In this sample data:
data = [{'source': ' Off-grid energy'},
{'source': 'off-grid generation'},
{'source': 'Off grid energy '},
{'source': 'OFFGRID energy'},
{'source': 'apple sauce'},
{'source': 'green energy'},
{'source': 'Green electricity '},
{'source': 'tomato sauce'},
{'source': 'BIOMASS as an energy source'},
{'source': 'produced heat (biogas).'}]
I want to create a new column based on conditions:
my_conditions = {
"green": df["source"].str.contains("green"),
"bio-gen": df["source"].str.contains("bio"),
"off-grid": df["source"].str.contains("off-grid")
}
I preprocess by lowercasing df["source"]:
df['source'] = df["source"].str.lower()
Then using Numpy's select:
df['category-lower'] = np.select(my_conditions.values(),\
my_conditions.keys(),\
default="other")
I can't figure out why the lowercasing is not recognized (see row 0, 6, 8)
CodePudding user response:
You've probably applied .str.lower()
after the my_condition
was constructed.

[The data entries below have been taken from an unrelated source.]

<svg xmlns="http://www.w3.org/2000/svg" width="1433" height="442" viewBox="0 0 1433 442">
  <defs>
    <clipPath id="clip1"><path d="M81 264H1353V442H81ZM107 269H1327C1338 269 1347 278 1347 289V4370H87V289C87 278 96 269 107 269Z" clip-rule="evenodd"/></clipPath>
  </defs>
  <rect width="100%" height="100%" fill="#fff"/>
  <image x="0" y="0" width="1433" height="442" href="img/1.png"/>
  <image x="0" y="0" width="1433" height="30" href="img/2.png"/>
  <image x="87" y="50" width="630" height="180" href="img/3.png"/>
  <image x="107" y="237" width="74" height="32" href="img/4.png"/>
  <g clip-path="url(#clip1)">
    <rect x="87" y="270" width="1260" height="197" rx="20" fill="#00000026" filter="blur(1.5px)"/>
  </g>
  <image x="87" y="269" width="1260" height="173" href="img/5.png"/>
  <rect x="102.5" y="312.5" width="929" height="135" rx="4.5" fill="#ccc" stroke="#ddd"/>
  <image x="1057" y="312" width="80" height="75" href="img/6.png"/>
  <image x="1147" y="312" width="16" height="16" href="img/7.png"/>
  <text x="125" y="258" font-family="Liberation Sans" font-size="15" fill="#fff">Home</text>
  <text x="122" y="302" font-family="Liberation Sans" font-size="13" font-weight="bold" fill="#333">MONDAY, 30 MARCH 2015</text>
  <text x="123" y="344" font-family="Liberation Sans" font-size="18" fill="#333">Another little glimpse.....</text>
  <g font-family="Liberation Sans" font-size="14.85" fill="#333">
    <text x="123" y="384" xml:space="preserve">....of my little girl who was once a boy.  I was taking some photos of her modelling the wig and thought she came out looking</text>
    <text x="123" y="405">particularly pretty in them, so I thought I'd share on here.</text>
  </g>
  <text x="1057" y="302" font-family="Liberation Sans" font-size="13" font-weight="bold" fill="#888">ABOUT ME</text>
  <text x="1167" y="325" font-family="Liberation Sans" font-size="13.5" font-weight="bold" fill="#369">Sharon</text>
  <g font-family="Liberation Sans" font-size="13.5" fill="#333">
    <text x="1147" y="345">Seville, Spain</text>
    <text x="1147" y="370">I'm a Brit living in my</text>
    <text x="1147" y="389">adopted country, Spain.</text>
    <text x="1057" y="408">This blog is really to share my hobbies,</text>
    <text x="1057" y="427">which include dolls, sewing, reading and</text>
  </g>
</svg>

Try instead:
import re
# apply .str.lower() here, or use flags=re.I (ignorecase in .str.contains)
# df['source'] = df["source"].str.lower()
my_conditions = {
"green": df["source"].str.contains("green", flags=re.I),
"bio-gen": df["source"].str.contains("bio", flags=re.I),
"off-grid": df["source"].str.contains("off-grid", flags=re.I),
}
df["category-lower"] = np.select(
my_conditions.values(), my_conditions.keys(), default="other"
)
print(df)
Prints:
source category-lower
0 Off-grid energy off-grid
1 off-grid generation off-grid
2 Off grid energy other
3 OFFGRID energy other
4 apple sauce other
5 green energy green
6 Green electricity green
7 tomato sauce other
8 BIOMASS as an energy source bio-gen
9 produced heat (biogas). bio-gen